Tooth and Nail (2007)
THE TRAILER
THE DIRECTOR
Mark Young
THE ACTORS
Michael Kelly (Viper), Nicole DuPort (Dakota), Rider Strong (Ford), Alexandra Barreto (Torino), Emily Catherine Young (Nova), Robert Carradine (Darwin), Kevin E. Scott (Max), Rachel Miner (Neon), Michael Madsen (Jackal), Vinnie Jones (Mongrel)
THE CAUSE
Fuel Shortages/Societal Breakdown
THE STORY
“The end. The end of life as we know it. We didn’t see it coming, that’s for sure. I mean, who plans for an apocalypse? But you know the really funny thing? It wasn’t something big and horrible that did us in. It wasn’t nuclear war or a deadly virus or a comet crashing into the planet. It wasn’t over-population or global warming. I wish it was. You know, something… lofty and magnificent. Something worthy of exterminating most of the human race. No. In the end it was none of those things. We simply ran out of gas. In the year 2012, the gasoline ran out. You could almost hear the giant sucking sound as the last drop of crude was pumped from the Earth. Within a year the reserves were gone too. We were supposed to have 20 years of gas left. That’s what the experts said and… they were wrong. Detroit was still churning out gas guzzlers even as the wells went dry. You’d have thought we could survive without gas. But the end of gasoline meant the end of electricity, nuclear power. There’s coal, but you still need trucks to deliver the fuel. No electricity means no refrigerators, and that means spoiled food. In days the grocery stores were picked clean, within weeks there was looting, rioting, and chaos. The government had a plan, but it was too busy trying to stop the violence. When they finally declared martial law, it was already too late. Civilization collapsed into anarchy. The smart ones moved south, until they realized that millions of other smart people had the same smart idea. All those people in one place fighting for the same shelter and food, it was a bloodbath. Within three years more than two-thirds of the world’s population had starved to death, frozen to death, or slaughtered each other. The American dream became the American nightmare.” -Opening and mid-movie narration delivered by Lewis from Revenge of the Nerds.
THE RUNDOWN
THIS REVIEW IS DENSE WITH SPOILERS SO DON’T READ BEYOND THIS POINT IF YOU DON’T WANT TO KNOW.

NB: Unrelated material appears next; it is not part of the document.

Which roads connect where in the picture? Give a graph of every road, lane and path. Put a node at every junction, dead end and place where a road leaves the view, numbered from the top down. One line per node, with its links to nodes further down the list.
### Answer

Originally, this movie was going to be column I was going to put up two weeks ago following Late August at the Hotel Ozone, but as I was watching it the opening narration reminded me that there was a new Mad Max movie coming out soon and that I would much rather be watching those movies than this, so I did. (Already you may be getting a feeling that Tooth and Nail doesn’t exactly grip me, you are correct.)

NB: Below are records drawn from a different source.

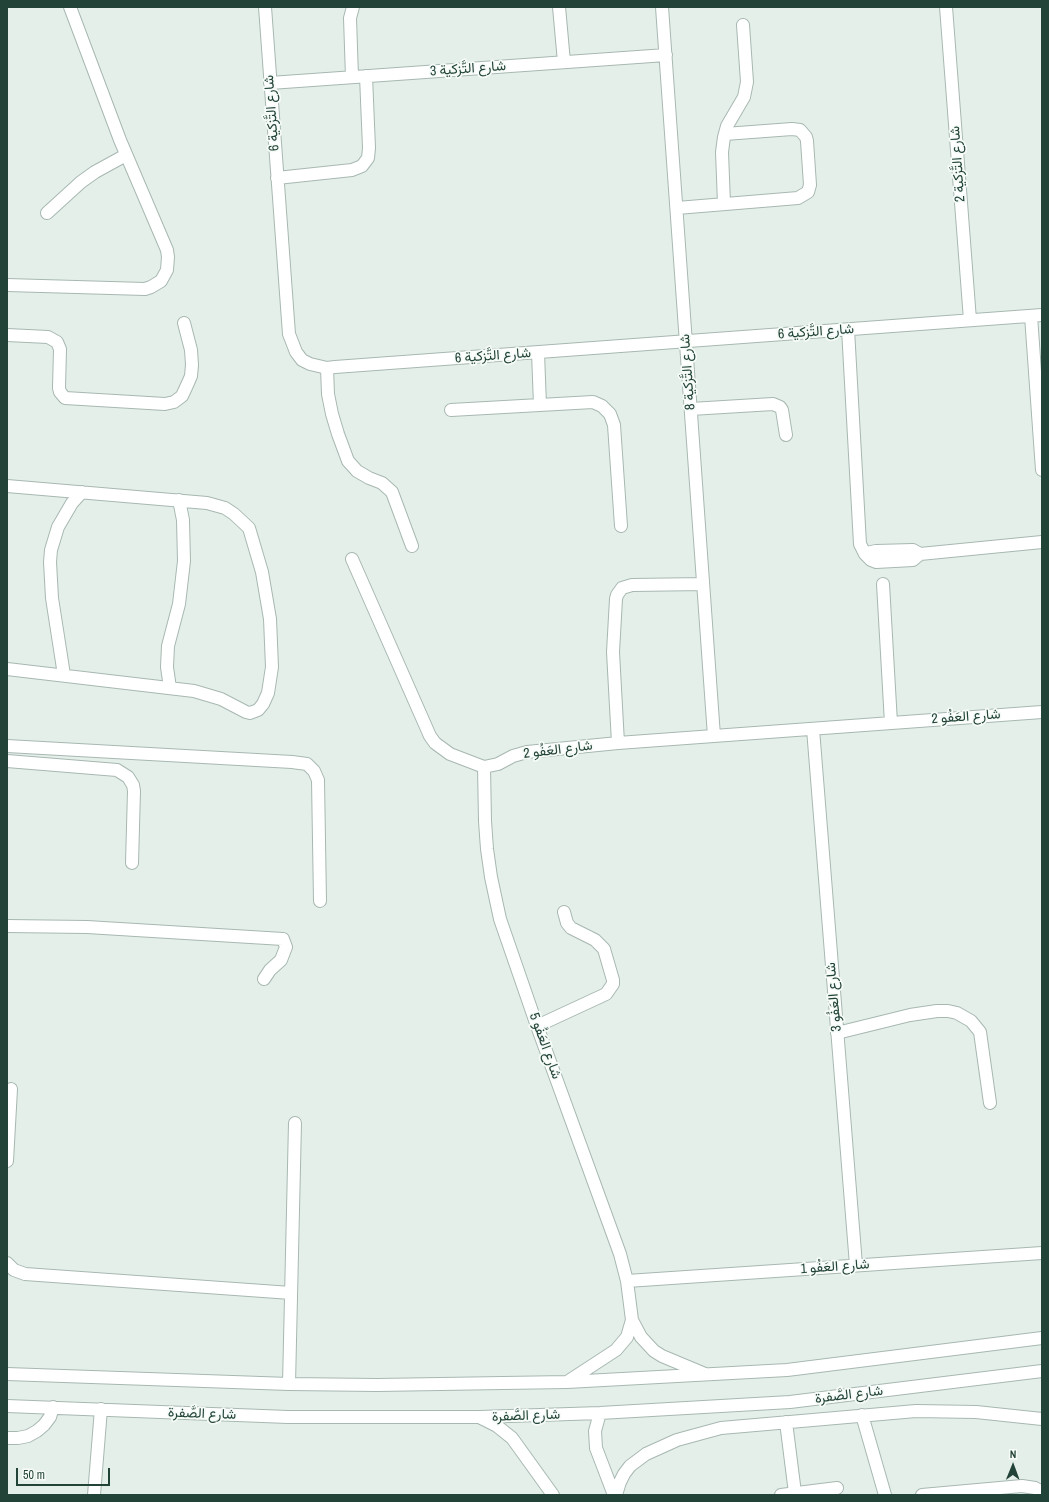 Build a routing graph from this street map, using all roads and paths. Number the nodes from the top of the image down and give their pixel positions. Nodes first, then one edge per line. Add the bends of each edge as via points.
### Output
1 (70, 7) edge
2 (265, 7) edge
3 (353, 7) edge
4 (559, 7) edge
5 (662, 7) edge
6 (946, 7) edge
7 (743, 25) dead end
8 (666, 54) junction
9 (564, 62) junction
10 (366, 76) junction
11 (352, 78) junction
12 (270, 83) junction
13 (725, 134) junction
14 (126, 155) junction
15 (277, 178) junction
16 (724, 204) junction
17 (677, 208) junction
18 (47, 213) dead end
19 (7, 285) edge
20 (1036, 315) edge
21 (970, 320) junction
22 (184, 323) dead end
23 (848, 329) junction
24 (7, 334) edge
25 (686, 341) junction
26 (538, 352) junction
27 (327, 368) junction
28 (540, 405) junction
29 (691, 408) junction
30 (451, 410) dead end
31 (786, 435) dead end
32 (1042, 470) edge
33 (7, 486) edge
34 (82, 492) junction
35 (179, 500) junction
36 (621, 526) dead end
37 (1042, 542) edge
38 (412, 546) dead end
39 (352, 559) dead end
40 (703, 584) junction
41 (883, 584) dead end
42 (7, 668) edge
43 (64, 675) junction
44 (170, 688) junction
45 (1042, 712) edge
46 (890, 723) junction
47 (813, 729) junction
48 (714, 736) junction
49 (618, 743) junction
50 (7, 746) edge
51 (7, 761) edge
52 (484, 767) junction
53 (132, 863) dead end
54 (320, 901) dead end
55 (564, 912) dead end
56 (7, 926) edge
57 (264, 979) dead end
58 (537, 1026) junction
59 (837, 1033) junction
60 (11, 1089) dead end
61 (990, 1103) dead end
62 (295, 1123) dead end
63 (7, 1161) edge
64 (1042, 1252) edge
65 (7, 1263) edge
66 (856, 1265) junction
67 (627, 1281) junction
68 (291, 1293) junction
69 (632, 1320) junction
70 (1042, 1338) edge
71 (1042, 1371) edge
72 (7, 1374) edge
73 (708, 1375) junction
74 (567, 1382) junction
75 (289, 1384) junction
76 (7, 1406) edge
77 (53, 1407) junction
78 (100, 1409) junction
79 (600, 1414) junction
80 (862, 1415) junction
81 (480, 1417) junction
82 (1042, 1420) edge
83 (786, 1422) junction
84 (7, 1438) edge
85 (837, 1488) dead end
86 (1042, 1492) edge
87 (795, 1493) junction
88 (94, 1495) edge
89 (553, 1495) edge
90 (615, 1495) edge
91 (781, 1495) edge
92 (885, 1495) edge
93 (922, 1495) edge

1 - 14 street
2 - 12 street, شارع التَّزكية 6
3 - 11 street via 350,18
4 - 9 street
5 - 8 street, شارع التَّزكية 8
6 - 21 street, شارع التَّزكية 2
7 - 13 street via 747,90
8 - 9 street, شارع التَّزكية 3
8 - 17 street, شارع التَّزكية 8
9 - 10 street, شارع التَّزكية 3
10 - 11 street, شارع التَّزكية 3
10 - 15 street via 369,148 368,158 362,166 352,170
11 - 12 street, شارع التَّزكية 3
12 - 15 street, شارع التَّزكية 6
13 - 16 street via 722,152
13 - 16 street via 800,130 807,141 810,185 808,192 798,198
14 - 18 street via 81,182
14 - 19 street via 168,257 167,270 160,281 151,287 140,289
15 - 27 street, شارع التَّزكية 6 via 289,334 302,360
16 - 17 street
17 - 25 street, شارع التَّزكية 8
20 - 21 street, شارع التَّزكية 6
20 - 32 street
21 - 23 street, شارع التَّزكية 6
22 - 24 street via 191,350 190,376 182,396 174,402 165,404 65,398 59,388 60,349 55,340 48,337
23 - 25 street, شارع التَّزكية 6
23 - 37 street via 862,551 867,556 876,551 913,550 920,554
25 - 26 street, شارع التَّزكية 6
25 - 29 street, شارع التَّزكية 8
26 - 27 street, شارع التَّزكية 6
26 - 28 street
27 - 38 street via 332,414 348,461 357,471 382,483 392,492
28 - 30 street
28 - 36 street via 593,402 610,414 614,425
29 - 31 street via 773,404 782,410
29 - 40 street, شارع التَّزكية 8
33 - 34 street
34 - 35 street
34 - 43 street via 72,503 58,527 52,544 50,562 52,598
35 - 44 street via 184,534 184,561 179,604 168,646
35 - 44 street via 221,506 249,528 266,595 272,667 268,693 261,708 254,712 246,712 208,694
39 - 52 street via 430,736 450,754
40 - 48 street, شارع التَّزكية 8
40 - 49 street via 632,585 622,588 617,595 613,652
41 - 46 street
42 - 43 street
43 - 44 street
45 - 46 street, شارع العَفُو 2
46 - 47 street, شارع العَفُو 2
47 - 48 street, شارع العَفُو 2
47 - 59 street, شارع العَفُو 3
48 - 49 street, شارع العَفُو 2
49 - 52 street, شارع العَفُو 2 via 527,752
50 - 54 street via 307,764 318,780
51 - 53 street via 117,770 128,777 134,785
52 - 58 street, شارع العَفُو 5 via 487,849 495,898
55 - 58 street via 571,928 595,940 604,949 613,984 606,994
56 - 57 street via 87,927 282,938 286,947 281,960
58 - 67 street, شارع العَفُو 5 via 613,1235
59 - 61 street via 910,1015 937,1011 957,1013 971,1021 980,1032
59 - 66 street, شارع العَفُو 3
60 - 63 street
62 - 68 street
64 - 66 street, شارع العَفُو 1
65 - 68 street via 14,1270 25,1274
66 - 67 street, شارع العَفُو 1
67 - 69 street, شارع العَفُو 5
68 - 75 street
69 - 73 street, شارع العَفُو 5 via 641,1338 654,1351
69 - 74 street, شارع العَفُو 5 via 627,1337 616,1350
70 - 73 street via 787,1370
71 - 79 street, شارع الصَّفرة via 790,1402
72 - 75 street
73 - 74 street
74 - 75 street
76 - 77 street, شارع الصَّفرة
77 - 78 street, شارع الصَّفرة
77 - 84 street via 50,1417 37,1432 23,1437
78 - 81 street, شارع الصَّفرة via 288,1417
78 - 88 street
79 - 81 street, شارع الصَّفرة
79 - 90 street via 595,1431 596,1448
80 - 82 street via 946,1411
80 - 83 street
80 - 92 street
81 - 89 street via 512,1438
83 - 87 street
83 - 90 street via 721,1428 661,1446 630,1466
85 - 87 street
86 - 93 street via 1022,1486
87 - 91 street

Tooth and Nail is another movie in the After Dark Horrorfest: 8 Films to Die For it came out the same year as Mulberry St. It is the last movie in the Horrorfest collection that is applicable to be reviewed in this column (though there is an After Dark original movie that I may get to at some point.) As you may recall, Mulberry St. was a decent movie hindered by budgetary and just general amateur filmmaker issues, does this one far any better? No. The answer is no. I said this review would have spoilers, so spoiler alert: this is boring and dumb.

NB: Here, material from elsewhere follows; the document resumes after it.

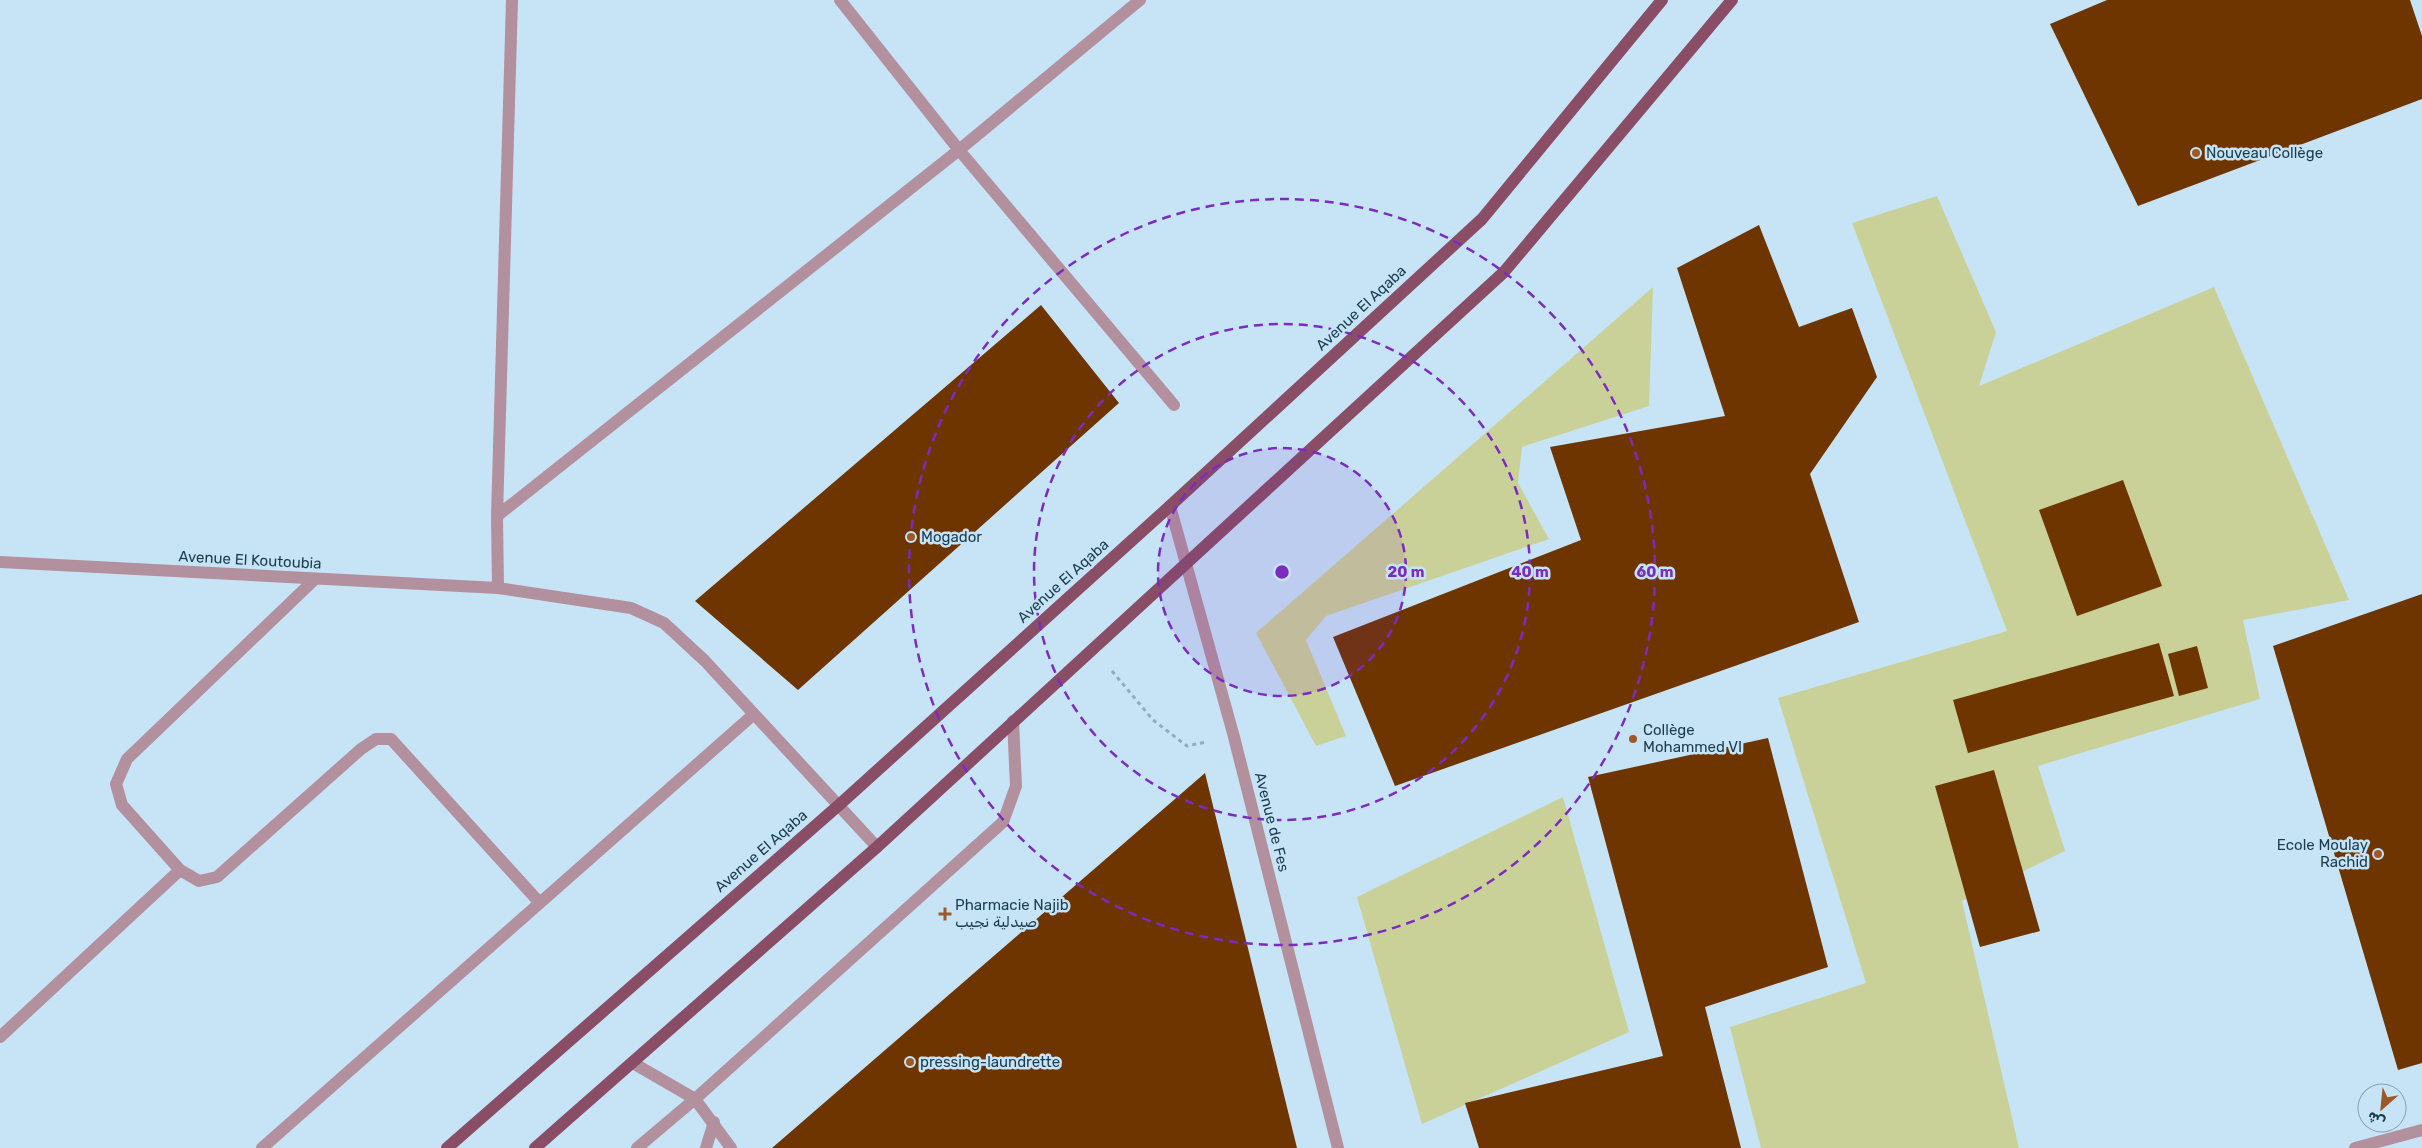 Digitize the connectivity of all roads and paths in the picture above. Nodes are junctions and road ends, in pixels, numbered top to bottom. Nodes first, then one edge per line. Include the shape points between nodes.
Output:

Back when Tooth and Nail was released I was pumped by the idea of a post-apocalyptic horror movie even though it didn’t feature zombies, and with a cast including Michael Madsen and Vinnie Jones, how could it go wrong? It was a simpler time people, I was maybe 19 when this finally hit DVD and I was still discovering my tastes as a pretentious wad movie buff and hadn’t revisited Species just yet. Critics and regular movie-goers shat on this movie from a great height before I got a chance to see it so I was hesitant to spend money on a blind DVD purchase, then I discovered spaghetti westerns and I just never quite got around to watching this one at the time. Now I have decided to rectify that, may God have mercy on my soul.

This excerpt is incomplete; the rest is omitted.